Coloring parties, classes, groups and new book events are also popping up all over. I was delighted to see an article in my local Los Angeles Daily News last weekend listing coloring events I hadn’t heard of yet. The article included the Wednesday “coloring class for seniors” that I’ve started to attend at a local community center (in Sherman Oaks, if you’d like to join us).

But the article also listed a coloring book signing in October at the LA Museum of Contemporary Art (!) and a monthly “coloring party” with wine at a local art gallery.  So coloring is finally crossing paths with fine art — and being invited into literary circles through  coloring groups for all ages at local libraries.  (Find this article in our Resources sub-section:  Coloring in the News.)
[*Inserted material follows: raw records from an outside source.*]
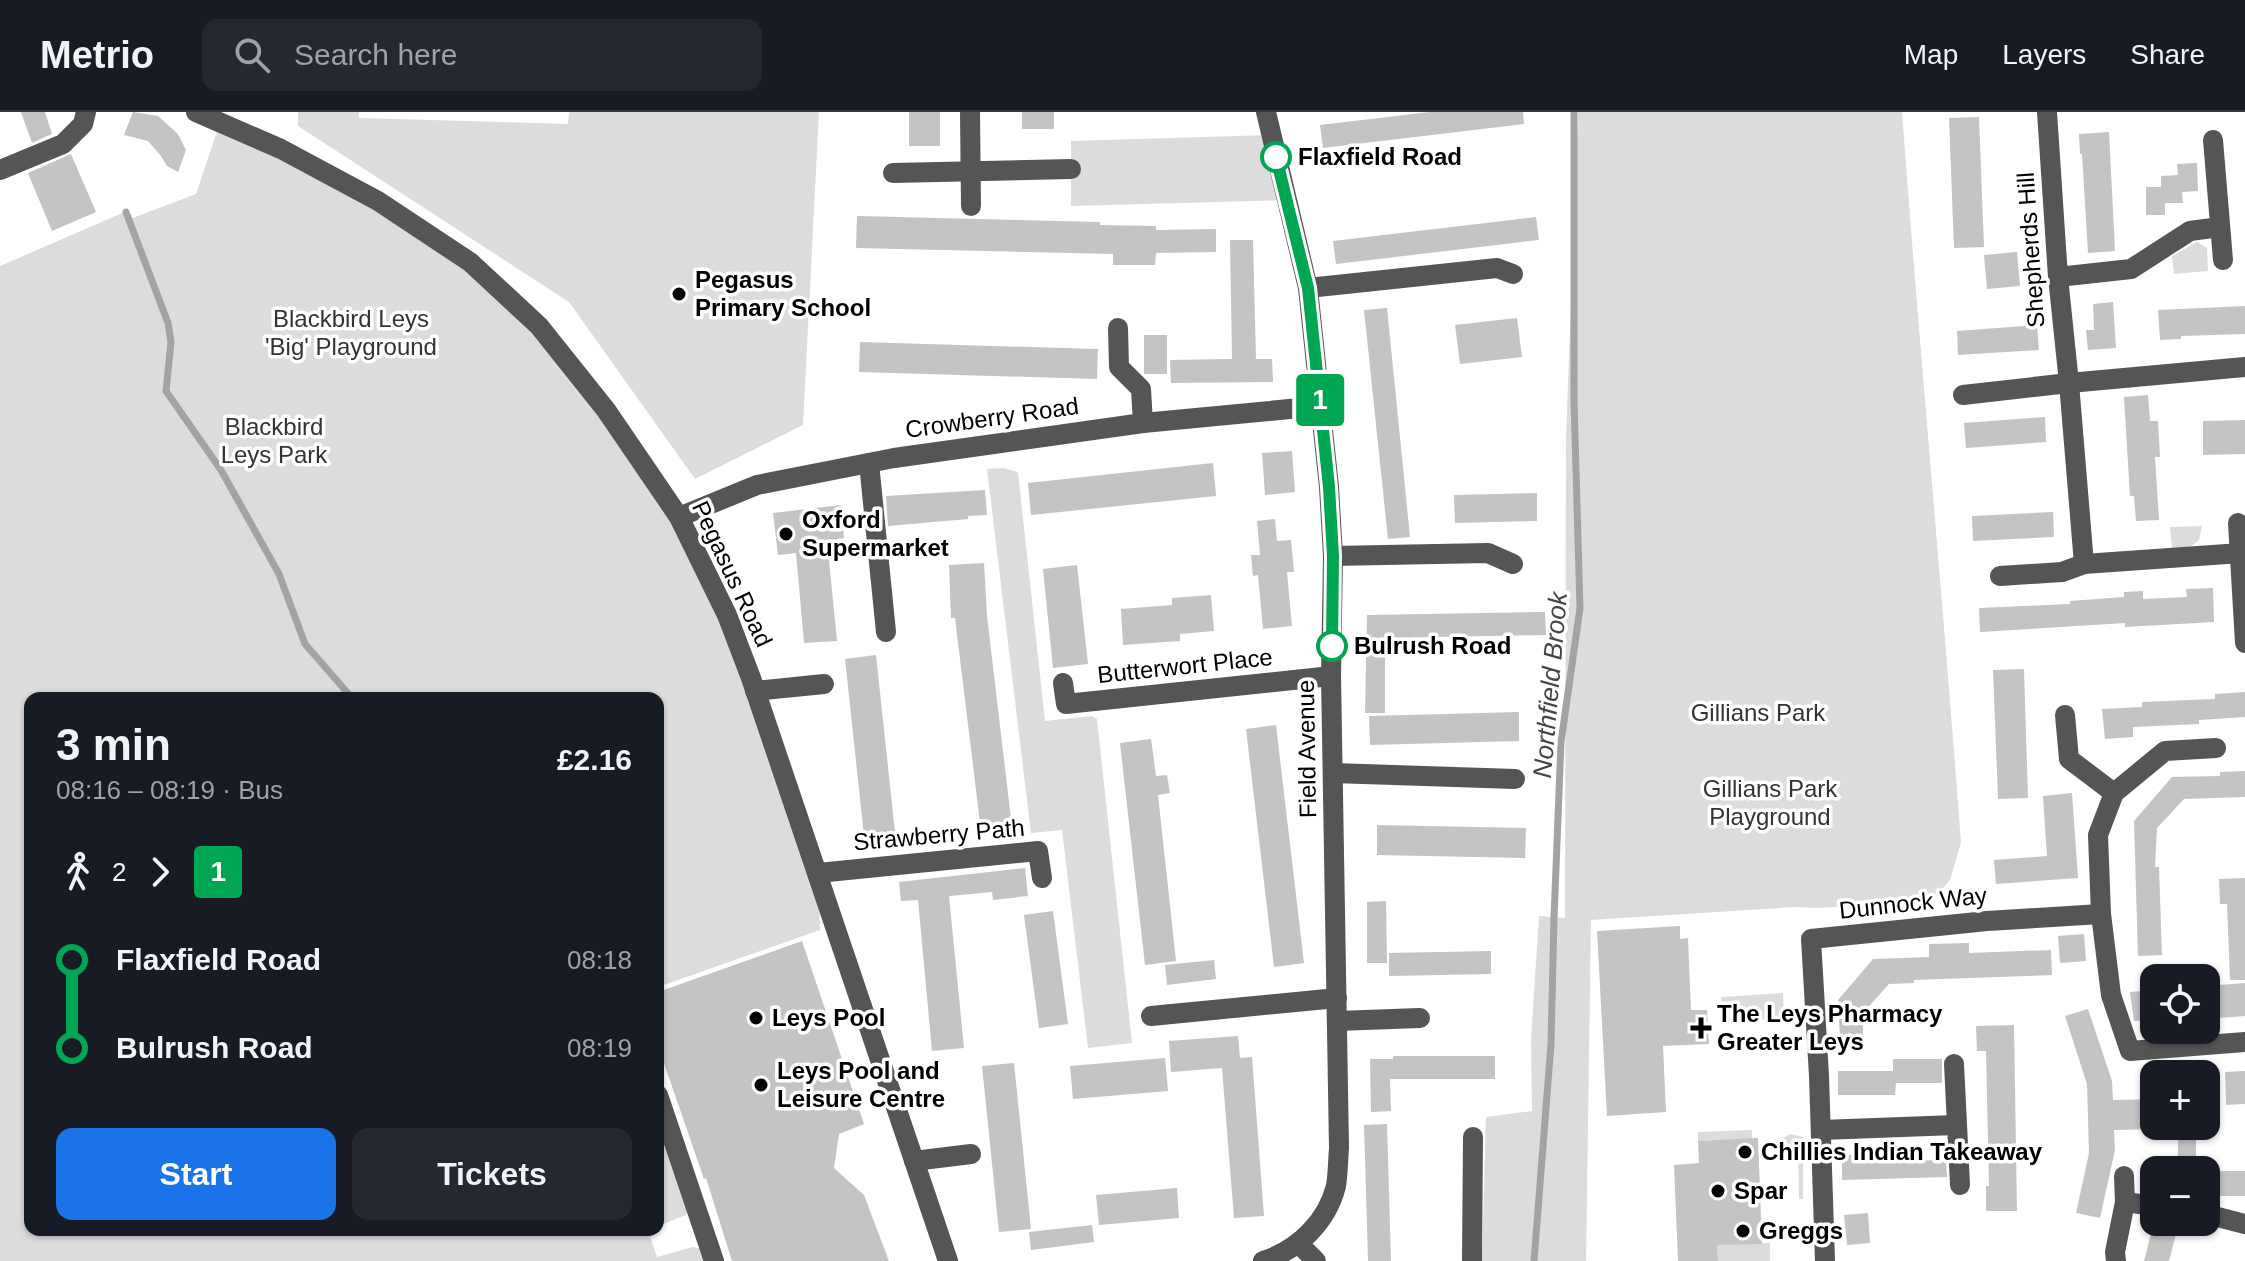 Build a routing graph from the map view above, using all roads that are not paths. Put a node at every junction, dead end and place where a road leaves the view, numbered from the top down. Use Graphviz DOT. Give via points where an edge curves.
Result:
graph roads {
  1 [pos="86,112"];
  2 [pos="196,112"];
  3 [pos="970,112"];
  4 [pos="1266,112"];
  5 [pos="2047,112"];
  6 [pos="232,120"];
  7 [pos="2213,140"];
  8 [pos="1071,169"];
  9 [pos="0,170"];
  10 [pos="971,171"];
  11 [pos="893,173"];
  12 [pos="971,206"];
  13 [pos="2220,227"];
  14 [pos="2223,260"];
  15 [pos="1513,274"];
  16 [pos="2058,277"];
  17 [pos="1308,288"];
  18 [pos="1118,328"];
  19 [pos="2245,367"];
  20 [pos="2069,383"];
  21 [pos="1963,395"];
  22 [pos="1321,406"];
  23 [pos="1143,423"];
  24 [pos="869,463"];
  25 [pos="679,517"];
  26 [pos="2238,523"];
  27 [pos="2241,553"];
  28 [pos="1333,556"];
  29 [pos="1513,564"];
  30 [pos="2084,564"];
  31 [pos="2000,576"];
  32 [pos="886,632"];
  33 [pos="2245,643"];
  34 [pos="1331,676"];
  35 [pos="1063,683"];
  36 [pos="824,684"];
  37 [pos="755,691"];
  38 [pos="2065,715"];
  39 [pos="2216,748"];
  40 [pos="1333,773"];
  41 [pos="1515,779"];
  42 [pos="2114,793"];
  43 [pos="818,873"];
  44 [pos="1042,878"];
  45 [pos="2101,914"];
  46 [pos="1337,998"];
  47 [pos="1151,1016"];
  48 [pos="1420,1018"];
  49 [pos="1337,1021"];
  50 [pos="2245,1042"];
  51 [pos="1954,1064"];
  52 [pos="664,1113"];
  53 [pos="1956,1125"];
  54 [pos="1821,1130"];
  55 [pos="1473,1137"];
  56 [pos="971,1154"];
  57 [pos="914,1161"];
  58 [pos="2124,1176"];
  59 [pos="1960,1185"];
  60 [pos="2125,1202"];
  61 [pos="2140,1204"];
  62 [pos="2220,1218"];
  63 [pos="2245,1224"];
  64 [pos="1298,1243"];
  65 [pos="714,1261"];
  66 [pos="948,1261"];
  67 [pos="1263,1261"];
  68 [pos="1316,1261"];
  69 [pos="1472,1261"];
  70 [pos="1825,1261"];
  71 [pos="2116,1261"];
  1 -- 9 [label="street" via="83,124 63,144"];
  2 -- 6 [label="street, Pegasus Road"];
  3 -- 10 [label="street"];
  4 -- 17 [label="street, Field Avenue"];
  5 -- 16 [label="street, Shepherds Hill"];
  6 -- 25 [label="street, Pegasus Road" via="378,201 470,262 539,326 606,410"];
  7 -- 13 [label="street"];
  8 -- 10 [label="street"];
  10 -- 11 [label="street"];
  10 -- 12 [label="street"];
  13 -- 14 [label="street"];
  13 -- 16 [label="street" via="2190,231 2131,269"];
  15 -- 17 [label="street" via="1497,268"];
  16 -- 20 [label="street, Shepherds Hill"];
  17 -- 22 [label="street, Field Avenue"];
  18 -- 23 [label="street" via="1119,367 1141,389"];
  19 -- 20 [label="street"];
  20 -- 21 [label="street"];
  20 -- 30 [label="street, Shepherds Hill"];
  22 -- 23 [label="street, Crowberry Road"];
  22 -- 28 [label="street, Field Avenue"];
  23 -- 24 [label="street, Crowberry Road"];
  24 -- 25 [label="street, Crowberry Road" via="757,485"];
  24 -- 32 [label="street"];
  25 -- 37 [label="street, Pegasus Road" via="727,615"];
  26 -- 27 [label="street"];
  27 -- 30 [label="street"];
  27 -- 33 [label="street"];
  28 -- 29 [label="street" via="1488,553"];
  28 -- 34 [label="street, Field Avenue"];
  30 -- 31 [label="street" via="2062,572"];
  34 -- 35 [label="street, Butterwort Place" via="1066,704"];
  34 -- 40 [label="street, Field Avenue"];
  36 -- 37 [label="street"];
  37 -- 43 [label="street, Pegasus Road"];
  38 -- 42 [label="street" via="2069,759"];
  39 -- 42 [label="street" via="2165,751"];
  40 -- 41 [label="street"];
  40 -- 46 [label="street, Field Avenue"];
  42 -- 45 [label="street" via="2098,835"];
  43 -- 44 [label="street, Strawberry Path" via="1038,851"];
  43 -- 57 [label="street, Pegasus Road"];
  45 -- 50 [label="street" via="2111,995 2130,1051"];
  45 -- 54 [label="street, Dunnock Way" via="1811,939"];
  46 -- 47 [label="street"];
  46 -- 49 [label="street, Field Avenue"];
  48 -- 49 [label="street"];
  49 -- 64 [label="street, Field Avenue" via="1335,1187 1320,1222"];
  51 -- 53 [label="street"];
  52 -- 65 [label="street"];
  53 -- 54 [label="street"];
  53 -- 59 [label="street"];
  54 -- 70 [label="street, Dunnock Way"];
  55 -- 69 [label="street"];
  56 -- 57 [label="street"];
  57 -- 66 [label="street, Pegasus Road"];
  58 -- 60 [label="street"];
  60 -- 61 [label="street"];
  60 -- 71 [label="street"];
  62 -- 63 [label="street"];
  64 -- 67 [label="street, Field Avenue"];
  64 -- 68 [label="street"];
}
If you’re not in LA and your local library hasn’t caught the coloring bug yet, check out Meetup groups throughout the country that are devoted to crafts. Many include coloring as well.  Search http://Meetup.com for your area.

In LA, I’m about to begin hosting “Color Us Creative” Parties — watch here for listings of my CUS Parties in LA, or find them as they’re scheduled at my Holistic-Health LA Meetup page (which is free to join)  I’ll provide free coloring pages and some startup coloring tools, or bring your own to use and share!

Veterans groups and other PTSD support groups are also incorporating coloring books and journals for stress relief and trauma therapy — and a big dose of Vitamin Fun, I hope!  Deb Brown has heard of some in Phoenix and I know some in LA.  We’ll share info on these as we get more details.

What are you doing to color with friends or family? How are you adding “bright colors” and humor  — which to me means living with joy and play rather than working hard — to your everyday life?

Please comment and share your experiences, suggestions and colorful ideas with us.  Inspire us — and we’ll all have more fun!

Imagine a world where fun, humor and color therapy are prescribed by doctors and therapists — oops, I think that’s happening now!